Thinking Parallel

A Blog on Parallel Programming and Concurrency by Michael Suess

The Most Overused Word in Parallel Programming: Reentrancy

Great Wall of ChinaI am a little late with my post this week, I apologize for that but I am still in Beijing at IWOMP with little time to post. Actually, now that the conference is over, I am staying for two more days to see the city, the Great Wall and a couple of other sites – which still leaves me with no time to post :grin:. Therefore you are going to have to live with a timeless one that I have recorded beforehand just for this purpose. Here it goes.

It is difficult enough already to teach my students about parallel programming, but when even some of the terms used are misleading, something is seriously wrong. Take this very simple example: the term reentrancy.
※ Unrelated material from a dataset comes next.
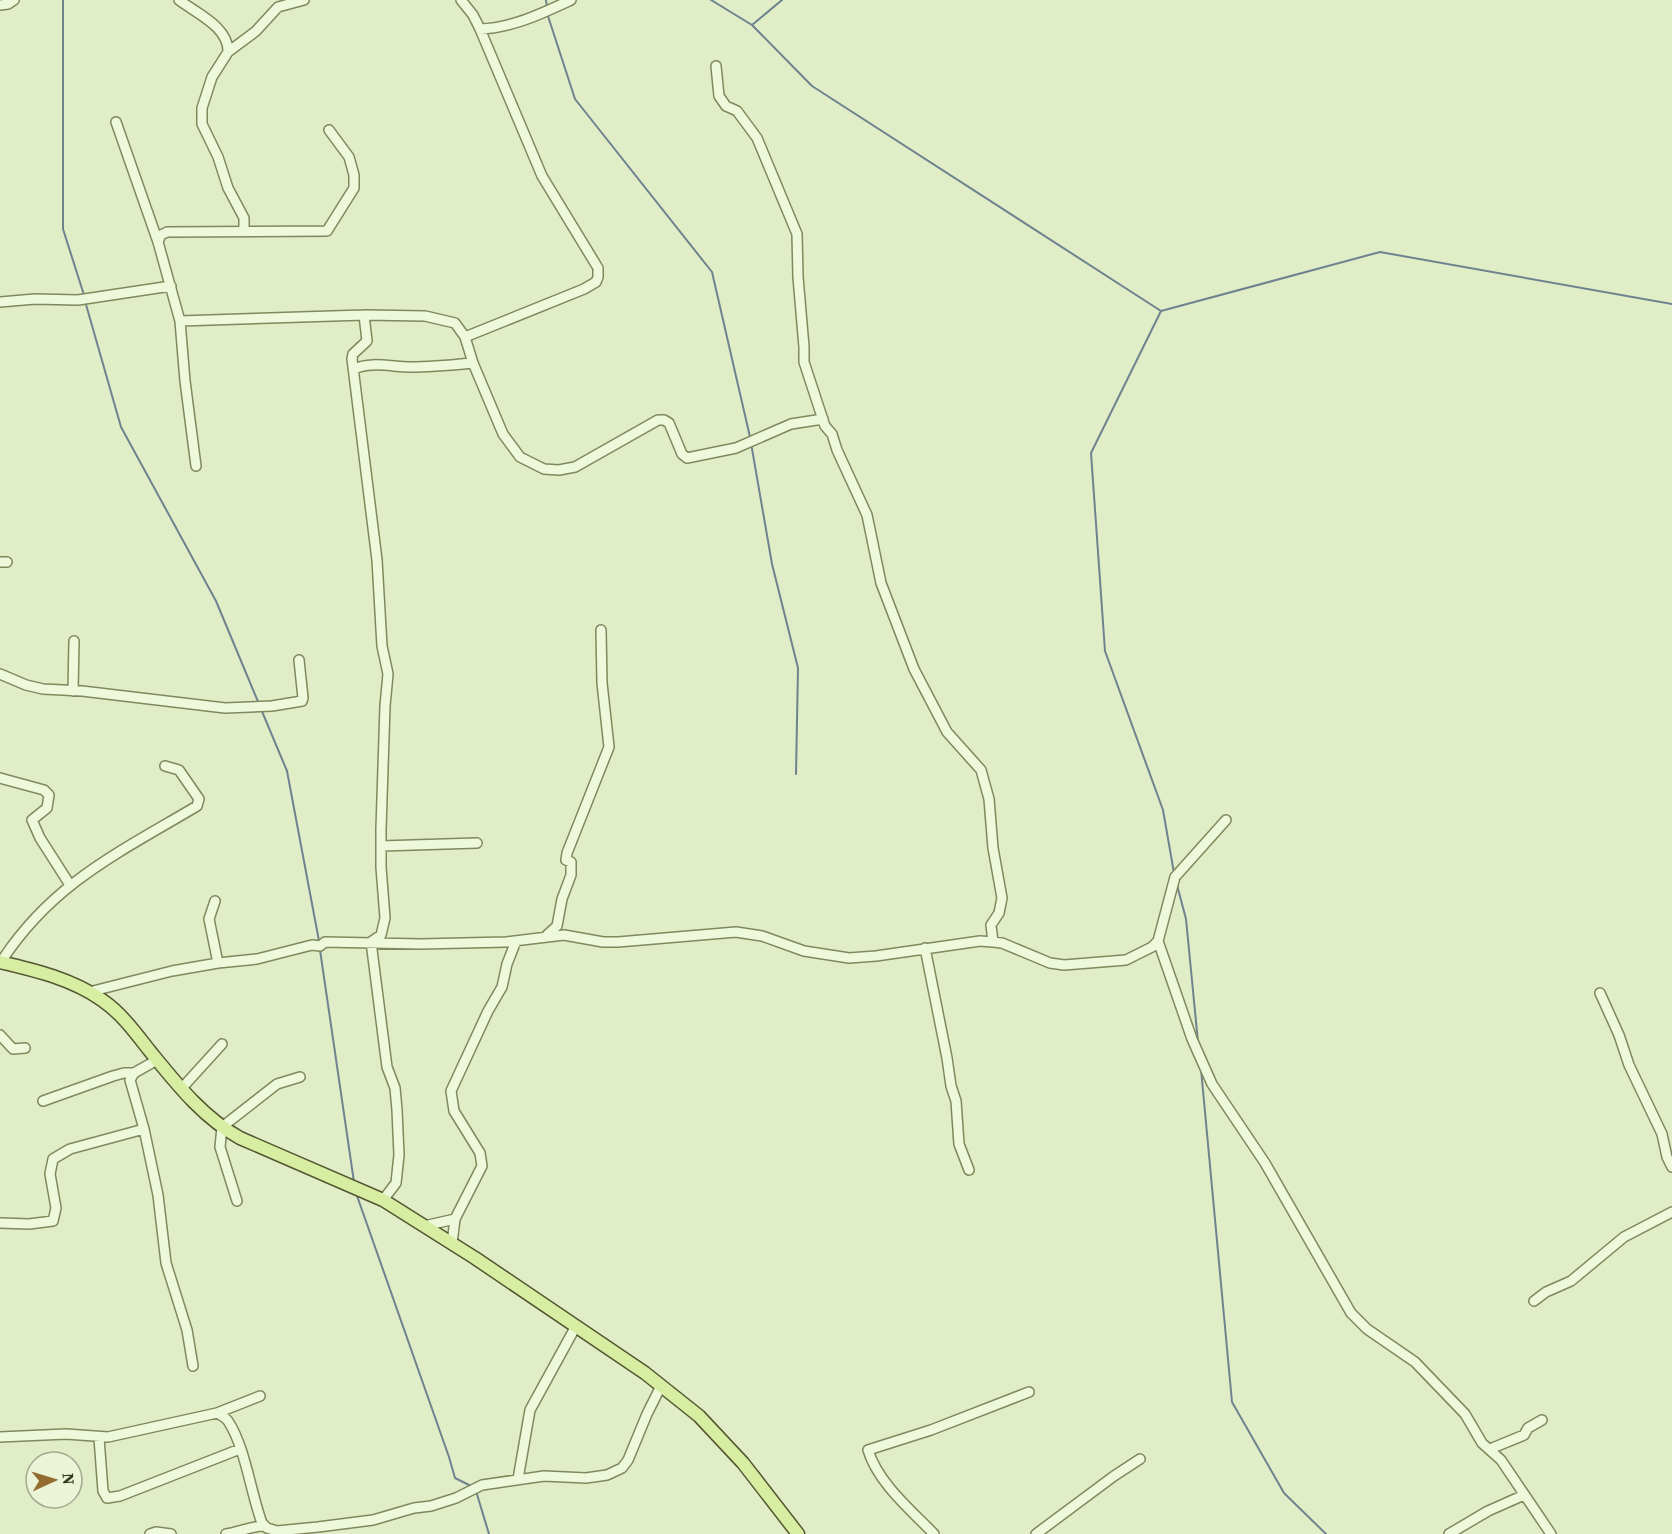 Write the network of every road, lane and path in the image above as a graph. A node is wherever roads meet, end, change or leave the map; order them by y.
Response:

I have just found the fourth definition of it, all from the field of parallel programming and all of them mean something (at least slightly) different.

  • Goetz: But because intrinsic locks are reentrant, if a thread tries to acquire a lock that it already holds, the request succeeds. Reentrancy means that locks are acquired on a per-thread rather than per-invocation basis.
  • Albahari: A method which is thread-safe in any scenario is called reentrant.
  • Butenhof: The term “reentrant” is sometimes used to mean “efficiently thread-safe”. That is, the code was made thread-safe by some more sophisticated measures than converting the function or library into a single serial region.
  • Wikipedia: A computer program or routine is described as reentrant if it can be safely called recursively or from multiple processes. To be reentrant, a function must hold no static data, must not return a pointer to static data, must work only on the data provided to it by the caller, and must not call non-reentrant functions.

*sigh*. You may argue that the last three definitions all mean the same thing. Yet, if you think about it some more you will realize that these tiny differences in wording make a whole lot of difference for a particular implementation. If I document my function as being reentrant, how do you know which definition I mean? How do you know what you can count on? You don’t, because you don’t know which definition of reentrancy I was aware of and using. I do realize that human languages are context sensitive. But four different meanings in the same field? Or if some of them really wanted to say the same thing: could we please be a little more precise? There has got to be a better way…

4 Responses to The Most Overused Word in Parallel Programming: Reentrancy »»


Comments

  1. Comment by Kragen Sitaker | 2007/06/08 at 21:54:42

    In theory, there are at least two versions of the last definition — a function that is reentrant in the sense that you can call it safely from an interrupt even if it’s suspended on the stack is not necessarily reentrant in the sense that you can call it safely from multiple threads, for example if it saves the state of some piece of hardware upon entry and restores it upon exit. I can’t think of a realistic example, though.

  2. Comment by Bart Samwel | 2007/06/08 at 23:26:09

    I think there are two separate issues here: safe for recursion and safe for multithreading. I can easily think of something that is not safe for recursion but that is safe for multithreading (i.e., a function that uses nonreentrant locks). I can also easily think of something that is safe for recursion but not for multithreading. Reentrancy can be used to describe only “safe for recursion” (in a single-threaded context), only “safe for multithreading” (in a context where recursion simply cannot happen), or both.

    I think the Butenhof definition is especially vague, it specifies a method for achieving the “safe for multithreading” guarantee, not the guarantee itself. And the method itself somewhat implies “safe for recursion”, but it isn’t explicitly stated.

    Any tips for Beijing BTW? I’m flying there tomorrow to go to PODS 2007…

  3. Comment by Michael Suess | 2007/06/09 at 16:14:23

    @Bart: I agree with your analysis. But why use the same word to describe all of this??

    Regarding Beijing: Get a good tour guide (I liked the one from Lonely Planet) and spend some time with it before you go into the city searching for spots that you may like. Take a taxi to the location, as they are cheap and then you don’t need to read the chinese characters to find anything. If you are a little more adventurous take the subway – they have English signs in there now. Remember to always take a buisness card of the hotel with you that has the name and address written on it in chinese, as almost nobody here speaks English – just in case you get lost (you can always take a taxi back home then – they are everywhere). Practice your barganing skills, as almost everything here can be had for a fraction of the initial price offered.

    And last but not least: prepare for the heat and the smog, as the air in Beijing is thick, hot and moist at this time of the year. Hope it helps and have fun here!

  4. Comment by Alejo | 2007/06/09 at 16:18:00

    Reentrant in the sense of Idempotent?

    http://en.wikipedia.org/wiki/Idempotence

    In mathematics and computer science, the concept of idempotence (IPA: [ˈaɪdɪmpoʊtəns]) arises in a number of places in abstract algebra (in particular, in the theory of projectors, closure operators and functional programming (in which it is connected to the property of referential transparency). Roughly, if an operation is idempotent, then multiple applications of that operation will yield the same result.